The deep sound of the foghorn, a feature of so many lighthouses, no longer booms through the fog from Galley Head – foghorns have been rendered obsolete by modern technology. Gerard recounted that the foghorn was actually powered by explosive charges, and that during the War of Independence and the Civil War lighthouses were regularly raided by Republican forces who carried off the explosives. During that period the foghorns were silent also, although not by choice.

The light itself has undergone a radical evolution in technology. Originally powered by gas, with a gasworks built to supply the fuel, it was later converted to paraffin, and finally to electricity.
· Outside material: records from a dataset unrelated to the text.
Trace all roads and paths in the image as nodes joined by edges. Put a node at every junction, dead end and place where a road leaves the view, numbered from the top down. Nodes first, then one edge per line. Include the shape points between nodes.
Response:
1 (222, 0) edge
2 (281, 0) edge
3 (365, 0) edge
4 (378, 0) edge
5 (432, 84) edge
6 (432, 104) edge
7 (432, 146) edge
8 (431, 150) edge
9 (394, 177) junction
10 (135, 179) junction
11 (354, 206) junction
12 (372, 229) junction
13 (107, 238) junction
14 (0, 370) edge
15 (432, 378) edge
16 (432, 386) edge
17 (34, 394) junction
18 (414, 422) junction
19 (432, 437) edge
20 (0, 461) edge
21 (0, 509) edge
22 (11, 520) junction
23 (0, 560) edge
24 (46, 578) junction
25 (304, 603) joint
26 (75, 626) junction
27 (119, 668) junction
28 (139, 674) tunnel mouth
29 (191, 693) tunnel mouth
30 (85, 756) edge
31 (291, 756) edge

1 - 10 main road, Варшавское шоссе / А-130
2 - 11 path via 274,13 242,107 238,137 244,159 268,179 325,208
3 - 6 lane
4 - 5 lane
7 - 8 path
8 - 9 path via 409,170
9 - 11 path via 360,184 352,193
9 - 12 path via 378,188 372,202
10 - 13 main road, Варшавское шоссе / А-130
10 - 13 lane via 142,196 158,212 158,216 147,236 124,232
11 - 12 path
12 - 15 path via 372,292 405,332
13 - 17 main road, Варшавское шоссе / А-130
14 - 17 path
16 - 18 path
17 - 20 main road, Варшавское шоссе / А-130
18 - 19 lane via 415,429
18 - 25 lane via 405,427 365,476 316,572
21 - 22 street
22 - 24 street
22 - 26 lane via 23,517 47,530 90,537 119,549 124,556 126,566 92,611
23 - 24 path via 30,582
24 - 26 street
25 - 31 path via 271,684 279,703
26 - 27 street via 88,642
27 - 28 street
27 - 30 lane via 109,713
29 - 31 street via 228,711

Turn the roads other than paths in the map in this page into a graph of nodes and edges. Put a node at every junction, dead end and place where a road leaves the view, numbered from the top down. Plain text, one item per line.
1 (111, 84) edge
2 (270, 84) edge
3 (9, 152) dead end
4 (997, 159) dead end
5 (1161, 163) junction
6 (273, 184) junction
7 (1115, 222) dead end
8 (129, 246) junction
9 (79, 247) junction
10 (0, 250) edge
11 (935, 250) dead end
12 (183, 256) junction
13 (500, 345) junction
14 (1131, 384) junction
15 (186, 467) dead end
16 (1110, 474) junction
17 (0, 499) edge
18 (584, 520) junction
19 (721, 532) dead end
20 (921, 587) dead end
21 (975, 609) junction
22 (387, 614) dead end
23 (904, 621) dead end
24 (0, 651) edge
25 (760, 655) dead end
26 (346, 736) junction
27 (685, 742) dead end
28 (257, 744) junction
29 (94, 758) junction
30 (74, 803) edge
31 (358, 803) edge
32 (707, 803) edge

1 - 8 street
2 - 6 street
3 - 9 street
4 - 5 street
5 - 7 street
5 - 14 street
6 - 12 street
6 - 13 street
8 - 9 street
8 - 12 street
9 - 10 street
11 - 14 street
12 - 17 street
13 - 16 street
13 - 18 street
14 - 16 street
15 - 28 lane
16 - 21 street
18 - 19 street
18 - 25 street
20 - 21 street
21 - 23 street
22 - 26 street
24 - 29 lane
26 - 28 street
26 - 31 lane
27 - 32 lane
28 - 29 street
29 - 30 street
At one point in the early days the light was the brightest in the world, and with each improvement to the fuel and the optics, it became more efficient. 

From the top deck

From the top deck

Scrambling up the curved staircase; listening to the stories of the hardship, bravery, adventure and occasional boredom of the keepers’ lives; surveying the countryside from the vantage point of the top deck; scanning the sea in hopes of a whale sighting; imagining ourselves in one of the hurricane-force storms that regularly swept over Galley Head; learning the history and culture of the Irish Lights Service: it was a unique insight into a way of life that has vanished forever, and a marvellous afternoon!